In fact, a Canadian Press story from this past August revealed that Canada’s frigates have been absent from NATO naval forces for the past eight years.

Tim Choi, a recent doctoral graduate from the University of Calgary’s Centre for Military, Security and Strategic Studies, told CP: “It’s the unavoidable consequence of forcing a small fleet to concentrate more resources into a smaller time frame which results in more time required to recuperate.” David Perry of the Canadian Global Affairs Institute, meanwhile, pointed out in the same article that although Canada has 12 frigates, “only a handful are available to deploy at any given time.”

So, if six are available, and three are deployed in the Atlantic or close to the area where Russia threatens NATO’s eastern flank, that leaves three for the Pacific.

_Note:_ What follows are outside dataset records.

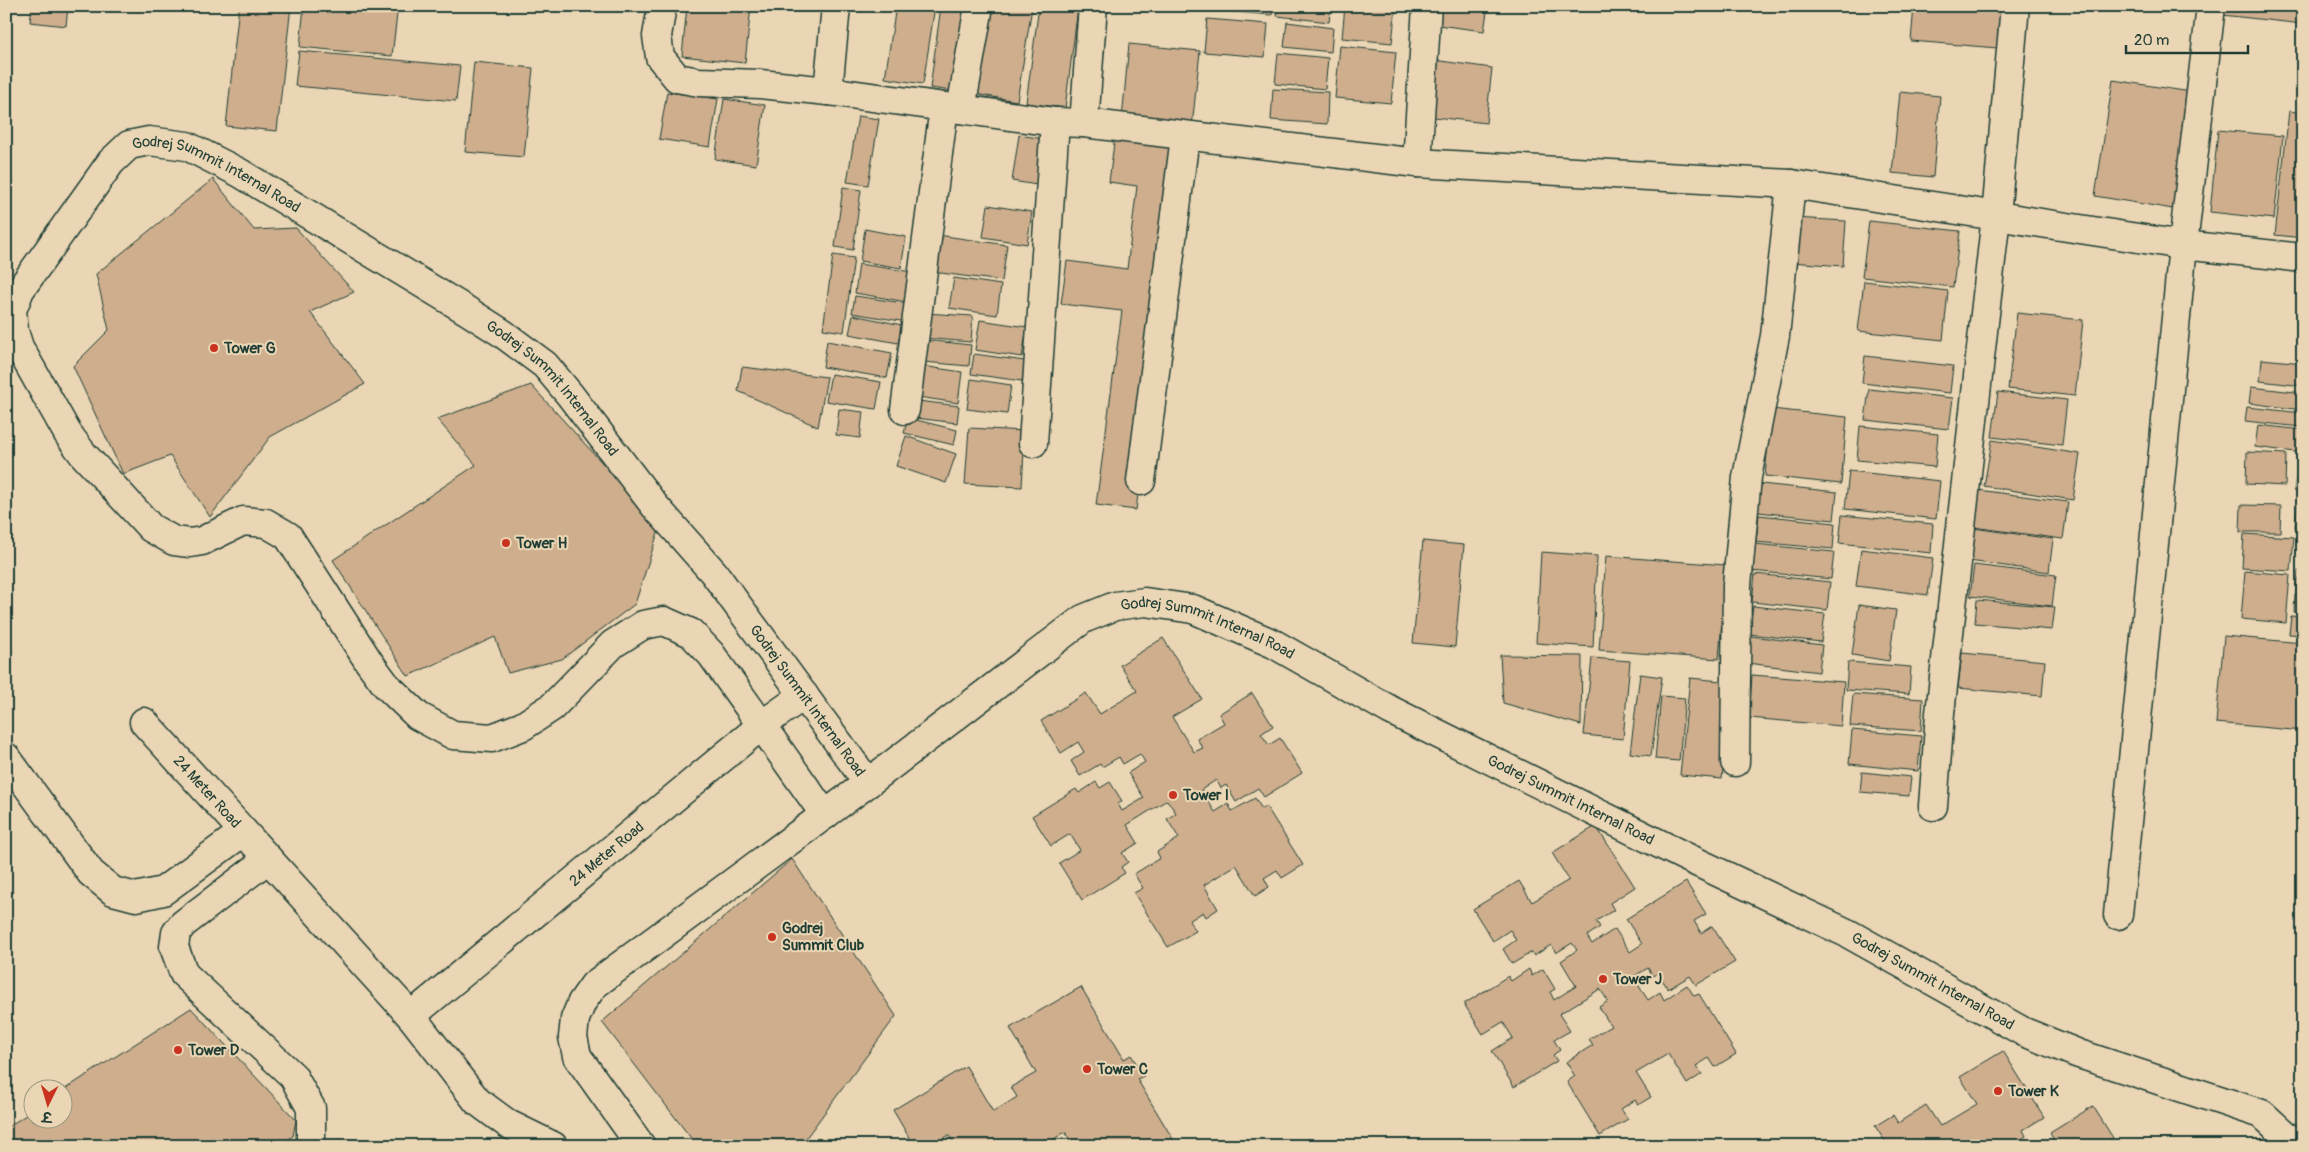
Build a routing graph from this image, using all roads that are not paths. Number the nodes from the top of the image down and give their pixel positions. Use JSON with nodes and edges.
{"nodes":[{"id":1,"x":662,"y":6,"type":"edge"},
{"id":2,"x":836,"y":6,"type":"edge"},
{"id":3,"x":979,"y":6,"type":"edge"},
{"id":4,"x":1093,"y":6,"type":"edge"},
{"id":5,"x":1427,"y":6,"type":"edge"},
{"id":6,"x":2015,"y":6,"type":"edge"},
{"id":7,"x":2211,"y":6,"type":"edge"},
{"id":8,"x":828,"y":91,"type":"junction"},
{"id":9,"x":953,"y":108,"type":"junction"},
{"id":10,"x":1055,"y":122,"type":"junction"},
{"id":11,"x":1084,"y":124,"type":"junction"},
{"id":12,"x":1185,"y":137,"type":"junction"},
{"id":13,"x":1417,"y":164,"type":"junction"},
{"id":14,"x":1790,"y":184,"type":"junction"},
{"id":15,"x":1996,"y":216,"type":"junction"},
{"id":16,"x":2183,"y":245,"type":"junction"},
{"id":17,"x":2303,"y":258,"type":"edge"},
{"id":18,"x":905,"y":410,"type":"dead end"},
{"id":19,"x":1033,"y":443,"type":"dead end"},
{"id":20,"x":1141,"y":481,"type":"dead end"},
{"id":21,"x":804,"y":695,"type":"junction"},
{"id":22,"x":144,"y":722,"type":"dead end"},
{"id":23,"x":762,"y":725,"type":"junction"},
{"id":24,"x":6,"y":757,"type":"edge"},
{"id":25,"x":1735,"y":762,"type":"dead end"},
{"id":26,"x":868,"y":783,"type":"junction"},
{"id":27,"x":1933,"y":806,"type":"dead end"},
{"id":28,"x":825,"y":815,"type":"junction"},
{"id":29,"x":243,"y":832,"type":"junction"},
{"id":30,"x":268,"y":859,"type":"junction"},
{"id":31,"x":2118,"y":916,"type":"dead end"},
{"id":32,"x":411,"y":1016,"type":"junction"},
{"id":33,"x":311,"y":1146,"type":"edge"},
{"id":34,"x":553,"y":1146,"type":"edge"},
{"id":35,"x":640,"y":1146,"type":"edge"},
{"id":36,"x":2297,"y":1146,"type":"edge"}],
"edges":[{"from":1,"to":8,"type":"street"},
{"from":2,"to":8,"type":"street"},
{"from":3,"to":9,"type":"street"},
{"from":4,"to":11,"type":"street"},
{"from":5,"to":13,"type":"street"},
{"from":6,"to":15,"type":"street"},
{"from":7,"to":16,"type":"street"},
{"from":8,"to":9,"type":"street"},
{"from":9,"to":10,"type":"street"},
{"from":9,"to":18,"type":"street"},
{"from":10,"to":11,"type":"street"},
{"from":10,"to":19,"type":"street"},
{"from":11,"to":12,"type":"street"},
{"from":12,"to":13,"type":"street"},
{"from":12,"to":20,"type":"street"},
{"from":13,"to":14,"type":"street"},
{"from":14,"to":15,"type":"street"},
{"from":14,"to":25,"type":"street"},
{"from":15,"to":16,"type":"street"},
{"from":15,"to":27,"type":"street"},
{"from":16,"to":17,"type":"street"},
{"from":16,"to":31,"type":"street"},
{"from":21,"to":23,"type":"street","name":"24 Meter Road"},
{"from":21,"to":23,"type":"street","name":"Godrej Summit Internal Road"},
{"from":21,"to":26,"type":"street","name":"Godrej Summit Internal Road"},
{"from":22,"to":29,"type":"street","name":"24 Meter Road"},
{"from":23,"to":28,"type":"street","name":"Godrej Summit Internal Road"},
{"from":23,"to":32,"type":"street","name":"24 Meter Road"},
{"from":24,"to":29,"type":"street"},
{"from":26,"to":28,"type":"street","name":"Godrej Summit Internal Road"},
{"from":26,"to":36,"type":"street","name":"Godrej Summit Internal Road"},
{"from":28,"to":35,"type":"street","name":"Godrej Summit Internal Road"},
{"from":29,"to":30,"type":"street","name":"24 Meter Road"},
{"from":30,"to":32,"type":"street","name":"24 Meter Road"},
{"from":30,"to":33,"type":"street"},
{"from":32,"to":34,"type":"street","name":"24 Meter Road"}]}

Canada’s chief of the defence staff, General Wayne Eyre, has recently taken every opportunity to tell the Canadian public how low prospects for the Canadian Armed Forces have sunk. In a news story published the day before the Indo-Pacific Strategy’s release, Eyre told Canadians that it would be a “challenge” to launch any sort of large-scale operation due to a lack of personnel and equipment. In that same story, Defence Minister Anita Anand was quoted as having told CTV’s “Question Period” that Canada should “be able to walk and chew gum at the same time” in balancing its NATO commitments and promoting peace in the Indo-Pacific.

What Anand doesn’t seem to realize, is that it isn’t the gum that is missing, it’s Canada’s teeth.